We are having a performance issue that we cannot explain with our VMWare environment and I am hoping someone here may be able to help. We have a web application that uses a databases backend. We have an SQL 2005 Cluster setup on Windows 2003 R2 between a physical node and a virtual node. Both physical servers are identical 2950's with 2x Xeaon x5460 Quad Core CPUs and 64GB of memory, 16GB allocated to the OS. We are utilizing an iSCSI San for all cluster disks. The problem is this, when utilizing the application under a repeated stress testing that adds CPUs to the cluster nodes, the Physical node scales from 1 pCPU to 8 pCPUs, meaning we see continued performance increases. When testing the node running Vsphere, we have the expected 12% performance hit for being virtual but we still scale from 1 vCPU to 4 vCPUs like the physical but beyond this performance drops off, by the time we get to 8 vCPUs we are seeing performance numbers worse than at 4 vCPUs. Again, both nodes are configured identically in terms of hardware, Guest OS, SQL Configurations etc and there is no traffic other than the testing on the system. There are no other VMs on the virtual server so there should be no competition for resources. We have contacted VMWare for help but they have not really been any suggesting things like setting SQL Processor Affinity which, while being helpful would have the same net effect on each box and should not change our results in the least. We have looked at all of VMWare's SQL Tuning guides with regards to VSphere with no benefit, please help!
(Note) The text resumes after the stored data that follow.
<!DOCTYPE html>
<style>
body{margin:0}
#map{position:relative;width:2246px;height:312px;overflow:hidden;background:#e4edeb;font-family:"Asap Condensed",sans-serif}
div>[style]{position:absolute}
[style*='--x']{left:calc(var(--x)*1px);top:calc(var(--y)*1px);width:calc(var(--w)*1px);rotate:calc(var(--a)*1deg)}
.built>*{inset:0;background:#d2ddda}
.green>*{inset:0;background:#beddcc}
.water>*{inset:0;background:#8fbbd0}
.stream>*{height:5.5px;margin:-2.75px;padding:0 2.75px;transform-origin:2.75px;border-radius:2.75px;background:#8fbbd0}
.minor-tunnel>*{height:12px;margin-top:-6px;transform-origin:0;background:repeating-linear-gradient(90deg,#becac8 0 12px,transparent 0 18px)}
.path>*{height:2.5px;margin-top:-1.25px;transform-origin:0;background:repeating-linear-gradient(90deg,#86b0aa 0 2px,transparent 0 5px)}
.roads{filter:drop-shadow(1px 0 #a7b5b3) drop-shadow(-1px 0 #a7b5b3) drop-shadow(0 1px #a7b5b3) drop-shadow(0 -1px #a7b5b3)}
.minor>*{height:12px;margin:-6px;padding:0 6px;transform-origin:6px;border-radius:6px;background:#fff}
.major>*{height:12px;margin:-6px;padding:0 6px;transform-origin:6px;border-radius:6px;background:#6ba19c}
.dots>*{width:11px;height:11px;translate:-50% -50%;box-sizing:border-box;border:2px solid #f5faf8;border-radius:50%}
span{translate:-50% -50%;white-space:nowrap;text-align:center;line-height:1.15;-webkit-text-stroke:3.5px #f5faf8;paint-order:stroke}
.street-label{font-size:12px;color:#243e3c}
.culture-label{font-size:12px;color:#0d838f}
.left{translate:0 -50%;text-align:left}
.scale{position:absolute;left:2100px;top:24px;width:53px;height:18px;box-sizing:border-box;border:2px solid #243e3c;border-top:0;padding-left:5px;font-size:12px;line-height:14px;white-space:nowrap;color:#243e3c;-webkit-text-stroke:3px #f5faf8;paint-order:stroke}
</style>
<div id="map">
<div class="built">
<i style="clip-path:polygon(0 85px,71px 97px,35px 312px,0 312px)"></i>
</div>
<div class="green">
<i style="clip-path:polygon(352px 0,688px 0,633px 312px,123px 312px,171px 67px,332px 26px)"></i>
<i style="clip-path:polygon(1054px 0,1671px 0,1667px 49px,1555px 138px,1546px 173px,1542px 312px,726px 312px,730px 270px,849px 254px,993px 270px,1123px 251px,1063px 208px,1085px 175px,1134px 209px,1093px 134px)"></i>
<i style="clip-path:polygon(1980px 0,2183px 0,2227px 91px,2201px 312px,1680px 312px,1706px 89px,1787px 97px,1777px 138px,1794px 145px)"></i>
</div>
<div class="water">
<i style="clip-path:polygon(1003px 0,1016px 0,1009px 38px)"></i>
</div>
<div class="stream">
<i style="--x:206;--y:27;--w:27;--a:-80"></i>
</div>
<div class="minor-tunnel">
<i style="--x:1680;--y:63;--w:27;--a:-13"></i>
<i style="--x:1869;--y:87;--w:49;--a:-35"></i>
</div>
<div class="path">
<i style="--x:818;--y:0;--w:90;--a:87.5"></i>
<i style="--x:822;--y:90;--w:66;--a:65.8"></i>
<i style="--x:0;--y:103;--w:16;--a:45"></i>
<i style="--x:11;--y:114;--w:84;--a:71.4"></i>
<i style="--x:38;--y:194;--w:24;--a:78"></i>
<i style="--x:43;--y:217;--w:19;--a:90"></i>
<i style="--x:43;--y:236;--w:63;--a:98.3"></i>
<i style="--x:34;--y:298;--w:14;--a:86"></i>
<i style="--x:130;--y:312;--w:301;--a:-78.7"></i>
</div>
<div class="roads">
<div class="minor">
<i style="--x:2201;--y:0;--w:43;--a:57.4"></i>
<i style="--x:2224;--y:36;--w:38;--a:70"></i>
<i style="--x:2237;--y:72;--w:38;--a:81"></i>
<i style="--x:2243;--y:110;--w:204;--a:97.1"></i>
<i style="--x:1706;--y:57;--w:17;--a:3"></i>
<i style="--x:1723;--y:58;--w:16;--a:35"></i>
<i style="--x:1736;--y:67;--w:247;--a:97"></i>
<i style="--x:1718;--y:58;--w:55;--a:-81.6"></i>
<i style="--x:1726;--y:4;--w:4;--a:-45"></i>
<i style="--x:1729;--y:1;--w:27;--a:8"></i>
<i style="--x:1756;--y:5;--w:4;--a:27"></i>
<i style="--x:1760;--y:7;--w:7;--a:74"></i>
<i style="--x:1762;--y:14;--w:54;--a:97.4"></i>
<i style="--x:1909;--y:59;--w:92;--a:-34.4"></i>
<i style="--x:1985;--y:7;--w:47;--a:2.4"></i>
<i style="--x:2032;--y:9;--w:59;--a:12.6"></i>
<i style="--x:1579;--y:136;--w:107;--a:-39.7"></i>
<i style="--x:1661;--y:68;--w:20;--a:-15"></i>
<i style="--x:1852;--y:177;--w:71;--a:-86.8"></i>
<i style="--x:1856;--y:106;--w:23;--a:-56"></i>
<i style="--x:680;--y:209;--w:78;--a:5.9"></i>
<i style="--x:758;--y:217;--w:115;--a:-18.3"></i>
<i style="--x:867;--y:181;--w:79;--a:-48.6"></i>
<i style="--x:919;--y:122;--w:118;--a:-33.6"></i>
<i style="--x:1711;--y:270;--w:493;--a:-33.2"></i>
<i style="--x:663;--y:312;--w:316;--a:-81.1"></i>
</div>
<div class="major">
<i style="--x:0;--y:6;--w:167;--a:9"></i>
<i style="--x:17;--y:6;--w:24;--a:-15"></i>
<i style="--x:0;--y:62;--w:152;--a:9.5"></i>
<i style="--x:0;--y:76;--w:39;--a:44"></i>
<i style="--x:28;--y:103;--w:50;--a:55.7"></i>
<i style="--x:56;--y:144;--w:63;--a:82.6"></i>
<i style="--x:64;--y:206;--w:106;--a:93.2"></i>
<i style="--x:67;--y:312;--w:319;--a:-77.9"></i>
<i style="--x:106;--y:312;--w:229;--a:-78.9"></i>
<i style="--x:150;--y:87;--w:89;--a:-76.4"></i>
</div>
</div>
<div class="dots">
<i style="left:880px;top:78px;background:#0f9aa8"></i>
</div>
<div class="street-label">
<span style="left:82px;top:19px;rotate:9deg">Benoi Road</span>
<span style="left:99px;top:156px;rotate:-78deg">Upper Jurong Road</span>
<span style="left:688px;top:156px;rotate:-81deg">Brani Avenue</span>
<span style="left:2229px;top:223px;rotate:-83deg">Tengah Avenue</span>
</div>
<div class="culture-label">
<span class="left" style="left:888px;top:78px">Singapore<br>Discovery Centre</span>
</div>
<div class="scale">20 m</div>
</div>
You've got a pretty neat setup here ;-)
Are the vCPU's used to their max capacity? What are the graphs for the CPU wait, CPU ready and CPU usage telling you?
As more vCPU's you add to a VM as more overhead is generated on the host system to manage the vCPU's and map them to the physical one. At some point you wont get more performance out of a VM by simply adding more vCPU's.
Did you check if there is a performance issue on the iSCSI SAN? Check the graphs disk read and disk write requests and of course the disk read and write rates and compare them to the ones of the phyiscal cluster member.
Maybe some of the values can point you into the right direction.
I'm hesitant to enter this as an answer because I don't have much concrete support for this, but it could be the cause of the problem you're seeing. I've heard before (and this page sort of supports it) that VMWare CPU scheduling has a harder time when a VM has multiple CPUs. For a single CPU VM, only a single host processor needs to be scheduled. However, when a VM has more than one, VMWare has to schedule multiple processors to be available for the VM, which can take longer. This would become more and more difficult to schedule as the number of VM CPUs increases, which means the VM actually sees worse performance because it has a harder time getting processor time allocated to it.
Also, I re-read your last comment, and I've also been having issues lately with contention in vSphere. One other thing you might want to try (if you haven't already) is to increase the resource allocation for this VM, even though it's the only VM there at the moment.
Just to clarify, you're using an 8-core (2 x 4) ESX box to host a single 8 vCPU VM and seeing no real performance gain for the 5th and subsequent vCPUs right? Can I ask the question why you're not using the same host as a physical SQL box instead? You've using ~$5-6k of Enterprise Plus licences there for what appears to be no benefit (even if you weren't seeing performance issues) - I don't get it sorry.